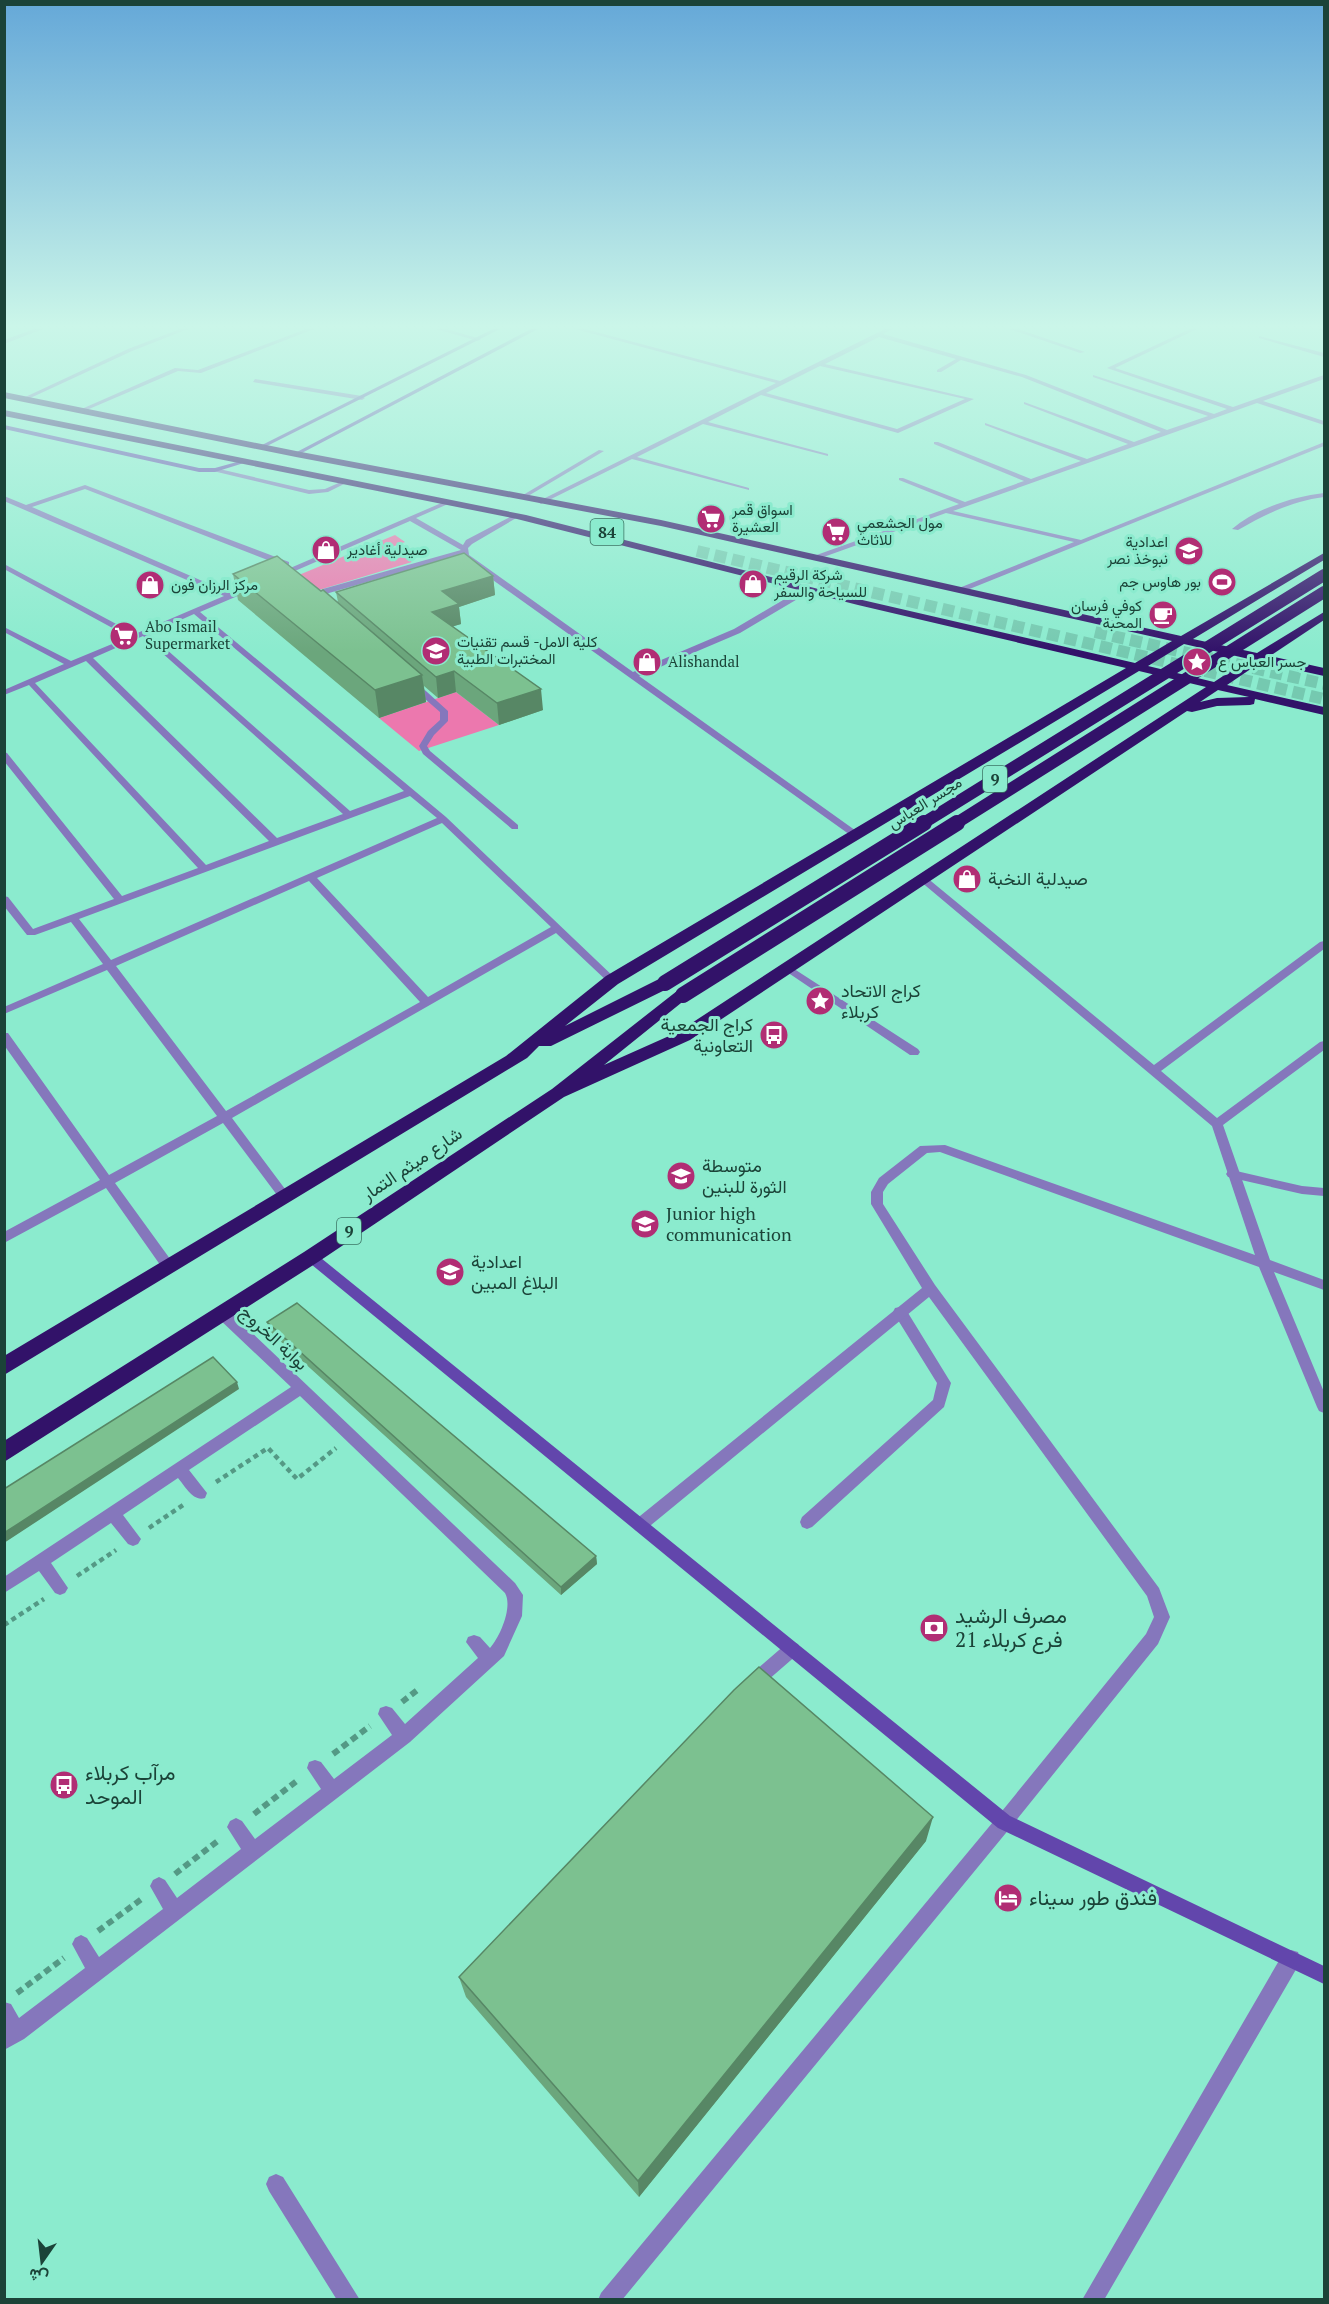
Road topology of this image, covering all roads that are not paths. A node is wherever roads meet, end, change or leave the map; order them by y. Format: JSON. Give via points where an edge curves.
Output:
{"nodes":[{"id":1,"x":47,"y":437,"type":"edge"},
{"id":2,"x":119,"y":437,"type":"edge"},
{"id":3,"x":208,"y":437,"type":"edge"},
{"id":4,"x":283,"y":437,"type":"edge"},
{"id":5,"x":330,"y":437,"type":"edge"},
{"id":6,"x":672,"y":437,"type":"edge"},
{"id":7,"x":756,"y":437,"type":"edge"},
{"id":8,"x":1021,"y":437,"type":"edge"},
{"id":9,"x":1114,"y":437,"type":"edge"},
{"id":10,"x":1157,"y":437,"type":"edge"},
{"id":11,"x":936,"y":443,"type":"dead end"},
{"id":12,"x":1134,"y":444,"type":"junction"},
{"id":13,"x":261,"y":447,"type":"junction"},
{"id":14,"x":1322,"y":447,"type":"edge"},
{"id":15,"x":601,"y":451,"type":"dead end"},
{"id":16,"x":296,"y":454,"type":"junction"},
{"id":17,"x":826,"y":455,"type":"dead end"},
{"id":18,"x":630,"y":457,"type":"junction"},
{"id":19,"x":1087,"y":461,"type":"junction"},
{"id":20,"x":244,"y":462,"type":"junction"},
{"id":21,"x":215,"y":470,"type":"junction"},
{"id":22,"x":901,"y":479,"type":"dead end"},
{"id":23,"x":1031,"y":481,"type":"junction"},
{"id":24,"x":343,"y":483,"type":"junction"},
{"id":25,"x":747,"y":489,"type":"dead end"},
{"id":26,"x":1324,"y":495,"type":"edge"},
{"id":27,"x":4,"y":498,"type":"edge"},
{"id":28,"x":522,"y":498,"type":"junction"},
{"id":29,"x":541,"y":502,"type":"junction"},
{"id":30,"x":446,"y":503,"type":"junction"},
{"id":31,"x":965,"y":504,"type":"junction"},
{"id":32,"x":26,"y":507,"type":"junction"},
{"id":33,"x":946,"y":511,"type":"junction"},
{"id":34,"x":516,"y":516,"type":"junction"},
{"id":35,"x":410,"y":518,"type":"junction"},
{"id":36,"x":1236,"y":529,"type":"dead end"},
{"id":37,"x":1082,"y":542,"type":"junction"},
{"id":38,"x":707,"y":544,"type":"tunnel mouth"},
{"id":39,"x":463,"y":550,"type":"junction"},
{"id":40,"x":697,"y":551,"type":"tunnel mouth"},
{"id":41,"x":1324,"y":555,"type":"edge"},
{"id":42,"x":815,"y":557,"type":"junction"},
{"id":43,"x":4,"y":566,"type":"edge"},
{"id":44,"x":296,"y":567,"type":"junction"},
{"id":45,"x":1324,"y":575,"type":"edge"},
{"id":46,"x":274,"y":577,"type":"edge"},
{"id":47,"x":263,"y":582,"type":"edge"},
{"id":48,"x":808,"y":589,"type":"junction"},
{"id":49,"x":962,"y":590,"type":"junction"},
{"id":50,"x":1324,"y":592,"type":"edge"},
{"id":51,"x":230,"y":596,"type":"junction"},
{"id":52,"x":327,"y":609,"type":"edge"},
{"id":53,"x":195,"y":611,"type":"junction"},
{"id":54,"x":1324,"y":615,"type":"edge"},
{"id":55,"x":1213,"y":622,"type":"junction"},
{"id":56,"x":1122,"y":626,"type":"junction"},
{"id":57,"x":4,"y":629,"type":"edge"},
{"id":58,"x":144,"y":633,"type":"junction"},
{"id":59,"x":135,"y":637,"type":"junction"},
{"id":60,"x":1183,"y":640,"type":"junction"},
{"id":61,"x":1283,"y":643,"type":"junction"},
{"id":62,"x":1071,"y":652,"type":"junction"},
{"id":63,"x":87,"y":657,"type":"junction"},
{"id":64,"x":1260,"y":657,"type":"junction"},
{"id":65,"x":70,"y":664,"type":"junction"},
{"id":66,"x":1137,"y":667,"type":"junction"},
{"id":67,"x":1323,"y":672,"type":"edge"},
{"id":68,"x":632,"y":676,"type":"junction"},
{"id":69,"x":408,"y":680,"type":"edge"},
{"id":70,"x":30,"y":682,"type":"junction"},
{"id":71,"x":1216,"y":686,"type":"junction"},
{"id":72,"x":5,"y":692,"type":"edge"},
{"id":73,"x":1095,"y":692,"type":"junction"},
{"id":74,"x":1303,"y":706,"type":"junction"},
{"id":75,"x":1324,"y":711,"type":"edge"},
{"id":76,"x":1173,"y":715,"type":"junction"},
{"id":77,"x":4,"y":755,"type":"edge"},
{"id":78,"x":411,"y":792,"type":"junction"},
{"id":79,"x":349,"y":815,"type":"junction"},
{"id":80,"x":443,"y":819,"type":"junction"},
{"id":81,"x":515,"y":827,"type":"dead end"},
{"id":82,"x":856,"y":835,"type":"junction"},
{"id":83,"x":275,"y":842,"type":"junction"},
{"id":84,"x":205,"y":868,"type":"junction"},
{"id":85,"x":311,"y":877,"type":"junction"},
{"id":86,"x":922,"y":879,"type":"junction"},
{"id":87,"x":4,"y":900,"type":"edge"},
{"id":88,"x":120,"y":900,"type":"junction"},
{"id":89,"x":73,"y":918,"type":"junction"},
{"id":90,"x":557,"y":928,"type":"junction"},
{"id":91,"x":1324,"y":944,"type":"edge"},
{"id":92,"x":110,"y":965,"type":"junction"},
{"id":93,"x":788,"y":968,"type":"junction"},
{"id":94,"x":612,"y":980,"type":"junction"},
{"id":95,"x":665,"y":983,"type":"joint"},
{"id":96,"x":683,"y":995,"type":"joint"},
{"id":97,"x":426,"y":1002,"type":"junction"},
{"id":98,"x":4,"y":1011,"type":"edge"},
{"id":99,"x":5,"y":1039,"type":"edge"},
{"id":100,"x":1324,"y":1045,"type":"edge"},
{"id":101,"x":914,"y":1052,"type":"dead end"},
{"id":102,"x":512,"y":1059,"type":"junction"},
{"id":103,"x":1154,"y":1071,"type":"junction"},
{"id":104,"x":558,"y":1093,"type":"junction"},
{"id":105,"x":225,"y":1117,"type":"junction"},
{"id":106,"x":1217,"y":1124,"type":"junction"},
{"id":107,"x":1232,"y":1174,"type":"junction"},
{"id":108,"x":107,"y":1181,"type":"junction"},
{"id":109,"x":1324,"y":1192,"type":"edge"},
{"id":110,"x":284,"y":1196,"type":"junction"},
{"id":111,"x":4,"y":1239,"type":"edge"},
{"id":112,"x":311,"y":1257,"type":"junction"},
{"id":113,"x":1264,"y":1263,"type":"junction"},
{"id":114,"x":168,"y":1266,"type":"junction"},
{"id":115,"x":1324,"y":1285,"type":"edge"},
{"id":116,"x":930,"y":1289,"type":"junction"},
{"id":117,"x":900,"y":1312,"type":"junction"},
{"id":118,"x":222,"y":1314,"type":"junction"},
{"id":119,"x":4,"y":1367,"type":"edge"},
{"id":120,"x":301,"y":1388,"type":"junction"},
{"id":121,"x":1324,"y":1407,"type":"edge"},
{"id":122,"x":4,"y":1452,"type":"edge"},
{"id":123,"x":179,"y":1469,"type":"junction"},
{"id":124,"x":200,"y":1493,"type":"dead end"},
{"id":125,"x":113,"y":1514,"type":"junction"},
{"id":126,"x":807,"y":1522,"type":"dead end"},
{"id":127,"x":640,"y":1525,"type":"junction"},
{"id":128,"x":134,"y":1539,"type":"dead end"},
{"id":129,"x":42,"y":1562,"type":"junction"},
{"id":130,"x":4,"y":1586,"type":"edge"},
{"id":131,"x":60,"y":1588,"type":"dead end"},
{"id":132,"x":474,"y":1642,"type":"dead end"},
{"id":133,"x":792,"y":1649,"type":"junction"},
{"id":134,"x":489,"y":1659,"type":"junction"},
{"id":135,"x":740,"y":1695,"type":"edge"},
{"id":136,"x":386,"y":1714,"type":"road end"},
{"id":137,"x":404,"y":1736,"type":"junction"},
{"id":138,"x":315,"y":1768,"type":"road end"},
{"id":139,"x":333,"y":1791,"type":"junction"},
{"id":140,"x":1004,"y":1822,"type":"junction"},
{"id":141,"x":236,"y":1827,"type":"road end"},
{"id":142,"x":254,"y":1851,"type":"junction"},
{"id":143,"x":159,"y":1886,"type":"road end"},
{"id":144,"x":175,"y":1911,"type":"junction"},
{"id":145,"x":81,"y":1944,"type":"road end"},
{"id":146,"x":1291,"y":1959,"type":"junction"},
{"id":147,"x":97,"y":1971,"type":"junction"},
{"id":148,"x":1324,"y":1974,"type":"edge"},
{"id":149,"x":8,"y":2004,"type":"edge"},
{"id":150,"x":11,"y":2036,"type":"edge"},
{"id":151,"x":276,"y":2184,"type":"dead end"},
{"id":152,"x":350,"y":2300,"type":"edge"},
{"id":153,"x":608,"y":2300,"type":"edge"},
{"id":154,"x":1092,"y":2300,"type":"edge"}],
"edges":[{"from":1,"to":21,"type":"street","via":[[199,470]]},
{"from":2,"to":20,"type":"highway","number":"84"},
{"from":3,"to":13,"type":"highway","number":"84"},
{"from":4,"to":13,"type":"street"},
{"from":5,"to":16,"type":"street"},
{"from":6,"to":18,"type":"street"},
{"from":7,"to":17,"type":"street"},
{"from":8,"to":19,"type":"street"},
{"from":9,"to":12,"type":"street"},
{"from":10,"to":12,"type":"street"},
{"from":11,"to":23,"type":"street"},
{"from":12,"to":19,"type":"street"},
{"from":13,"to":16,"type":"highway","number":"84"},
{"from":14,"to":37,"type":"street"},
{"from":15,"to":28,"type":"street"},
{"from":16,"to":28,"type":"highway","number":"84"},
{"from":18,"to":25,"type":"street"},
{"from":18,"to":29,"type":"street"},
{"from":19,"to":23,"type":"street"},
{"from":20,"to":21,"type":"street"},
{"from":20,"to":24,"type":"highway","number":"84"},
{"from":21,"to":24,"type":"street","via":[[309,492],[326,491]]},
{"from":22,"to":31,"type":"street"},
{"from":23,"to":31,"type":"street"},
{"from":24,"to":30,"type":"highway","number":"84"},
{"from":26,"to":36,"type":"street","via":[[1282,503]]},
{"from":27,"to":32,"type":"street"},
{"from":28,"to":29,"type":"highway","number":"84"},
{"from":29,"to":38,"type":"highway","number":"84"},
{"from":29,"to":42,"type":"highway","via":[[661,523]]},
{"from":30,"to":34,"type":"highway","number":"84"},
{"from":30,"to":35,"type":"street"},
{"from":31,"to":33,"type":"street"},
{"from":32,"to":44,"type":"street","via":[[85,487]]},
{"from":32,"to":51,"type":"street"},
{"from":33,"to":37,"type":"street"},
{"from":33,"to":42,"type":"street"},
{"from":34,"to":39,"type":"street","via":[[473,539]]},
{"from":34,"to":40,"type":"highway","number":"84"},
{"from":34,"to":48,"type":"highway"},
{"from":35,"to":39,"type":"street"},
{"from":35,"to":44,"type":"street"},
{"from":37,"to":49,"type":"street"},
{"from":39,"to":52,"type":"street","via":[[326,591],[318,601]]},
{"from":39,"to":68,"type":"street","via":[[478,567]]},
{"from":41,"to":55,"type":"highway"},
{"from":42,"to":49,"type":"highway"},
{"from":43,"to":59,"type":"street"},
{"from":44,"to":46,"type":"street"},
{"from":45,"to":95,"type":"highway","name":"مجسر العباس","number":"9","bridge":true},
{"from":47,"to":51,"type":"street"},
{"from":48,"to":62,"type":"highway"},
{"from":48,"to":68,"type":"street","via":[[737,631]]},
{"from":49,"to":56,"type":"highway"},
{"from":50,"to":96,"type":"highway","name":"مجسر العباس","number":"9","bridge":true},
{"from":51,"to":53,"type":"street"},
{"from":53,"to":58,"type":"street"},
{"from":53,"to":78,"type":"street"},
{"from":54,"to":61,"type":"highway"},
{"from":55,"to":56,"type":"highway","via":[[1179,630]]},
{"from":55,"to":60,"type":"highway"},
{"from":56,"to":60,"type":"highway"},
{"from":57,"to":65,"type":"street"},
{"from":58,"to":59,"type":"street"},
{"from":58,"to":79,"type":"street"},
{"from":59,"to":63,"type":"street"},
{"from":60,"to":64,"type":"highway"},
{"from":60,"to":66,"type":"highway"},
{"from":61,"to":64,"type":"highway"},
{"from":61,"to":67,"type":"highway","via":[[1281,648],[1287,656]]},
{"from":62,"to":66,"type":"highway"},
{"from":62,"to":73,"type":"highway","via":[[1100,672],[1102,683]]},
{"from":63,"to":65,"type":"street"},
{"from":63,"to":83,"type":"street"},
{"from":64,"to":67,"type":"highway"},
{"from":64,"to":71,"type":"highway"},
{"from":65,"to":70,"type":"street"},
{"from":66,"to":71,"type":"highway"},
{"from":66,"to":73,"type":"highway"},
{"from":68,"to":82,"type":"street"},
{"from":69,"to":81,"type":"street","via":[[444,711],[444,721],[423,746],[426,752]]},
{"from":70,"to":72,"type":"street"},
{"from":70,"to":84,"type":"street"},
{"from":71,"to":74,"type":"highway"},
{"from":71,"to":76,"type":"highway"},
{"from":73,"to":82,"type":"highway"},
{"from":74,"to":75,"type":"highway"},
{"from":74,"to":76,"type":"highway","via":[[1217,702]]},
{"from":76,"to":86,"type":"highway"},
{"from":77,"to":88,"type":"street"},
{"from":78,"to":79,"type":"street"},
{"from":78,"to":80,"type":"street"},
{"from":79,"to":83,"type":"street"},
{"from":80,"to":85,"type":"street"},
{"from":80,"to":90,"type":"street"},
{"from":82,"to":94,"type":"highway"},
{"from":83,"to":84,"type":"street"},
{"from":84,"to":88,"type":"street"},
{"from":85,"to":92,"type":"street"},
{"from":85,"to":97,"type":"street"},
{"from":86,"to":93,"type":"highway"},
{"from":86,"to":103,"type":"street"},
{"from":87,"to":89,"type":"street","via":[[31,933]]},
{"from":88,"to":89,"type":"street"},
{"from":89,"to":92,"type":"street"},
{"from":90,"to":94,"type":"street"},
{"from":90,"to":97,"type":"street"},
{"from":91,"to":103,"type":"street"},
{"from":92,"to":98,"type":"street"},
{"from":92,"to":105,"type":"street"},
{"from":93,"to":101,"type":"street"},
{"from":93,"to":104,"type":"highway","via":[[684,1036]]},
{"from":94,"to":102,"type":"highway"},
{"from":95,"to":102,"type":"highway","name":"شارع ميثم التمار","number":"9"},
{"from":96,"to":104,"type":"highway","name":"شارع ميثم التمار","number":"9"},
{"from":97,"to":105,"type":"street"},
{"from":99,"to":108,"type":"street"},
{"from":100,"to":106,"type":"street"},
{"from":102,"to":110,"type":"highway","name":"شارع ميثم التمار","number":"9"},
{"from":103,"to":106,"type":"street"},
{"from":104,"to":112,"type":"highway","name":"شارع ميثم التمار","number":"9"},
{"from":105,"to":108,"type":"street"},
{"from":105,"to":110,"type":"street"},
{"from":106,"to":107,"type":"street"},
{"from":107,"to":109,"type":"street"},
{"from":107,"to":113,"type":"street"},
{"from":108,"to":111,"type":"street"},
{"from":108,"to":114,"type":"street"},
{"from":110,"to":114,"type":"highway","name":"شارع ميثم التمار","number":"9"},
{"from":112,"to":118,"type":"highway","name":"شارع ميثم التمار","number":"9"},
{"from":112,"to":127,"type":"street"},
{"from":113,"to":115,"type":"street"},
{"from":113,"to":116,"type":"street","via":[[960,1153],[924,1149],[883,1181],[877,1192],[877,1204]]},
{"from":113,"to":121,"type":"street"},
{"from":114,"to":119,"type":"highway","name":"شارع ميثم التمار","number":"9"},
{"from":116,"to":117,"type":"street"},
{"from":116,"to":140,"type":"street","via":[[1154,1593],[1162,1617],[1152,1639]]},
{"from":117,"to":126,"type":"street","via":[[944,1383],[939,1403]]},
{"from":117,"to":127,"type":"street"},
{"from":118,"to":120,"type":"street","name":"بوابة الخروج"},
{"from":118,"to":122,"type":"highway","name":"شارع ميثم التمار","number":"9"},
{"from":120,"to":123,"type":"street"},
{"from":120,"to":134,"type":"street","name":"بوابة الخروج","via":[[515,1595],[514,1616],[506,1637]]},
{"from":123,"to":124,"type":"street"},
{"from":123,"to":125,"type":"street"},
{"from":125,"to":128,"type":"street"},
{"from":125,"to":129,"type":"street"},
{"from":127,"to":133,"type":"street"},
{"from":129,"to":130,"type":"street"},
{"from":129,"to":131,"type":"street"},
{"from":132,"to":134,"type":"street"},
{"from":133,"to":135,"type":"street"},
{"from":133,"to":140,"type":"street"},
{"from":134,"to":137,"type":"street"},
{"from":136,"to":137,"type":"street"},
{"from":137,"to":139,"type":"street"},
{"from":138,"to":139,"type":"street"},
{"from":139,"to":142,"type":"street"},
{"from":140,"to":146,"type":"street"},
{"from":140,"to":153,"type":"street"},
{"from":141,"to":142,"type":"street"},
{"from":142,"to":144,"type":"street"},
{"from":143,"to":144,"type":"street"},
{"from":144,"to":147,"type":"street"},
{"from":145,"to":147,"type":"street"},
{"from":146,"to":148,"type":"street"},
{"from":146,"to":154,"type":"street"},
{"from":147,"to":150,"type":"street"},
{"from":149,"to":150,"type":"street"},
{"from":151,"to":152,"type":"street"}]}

▶ [Work to be completed]
Search the entries for "true" and copy each matching line.

▶ [Answer to this exercise]
{"from":45,"to":95,"type":"highway","name":"مجسر العباس","number":"9","bridge":true},
{"from":50,"to":96,"type":"highway","name":"مجسر العباس","number":"9","bridge":true},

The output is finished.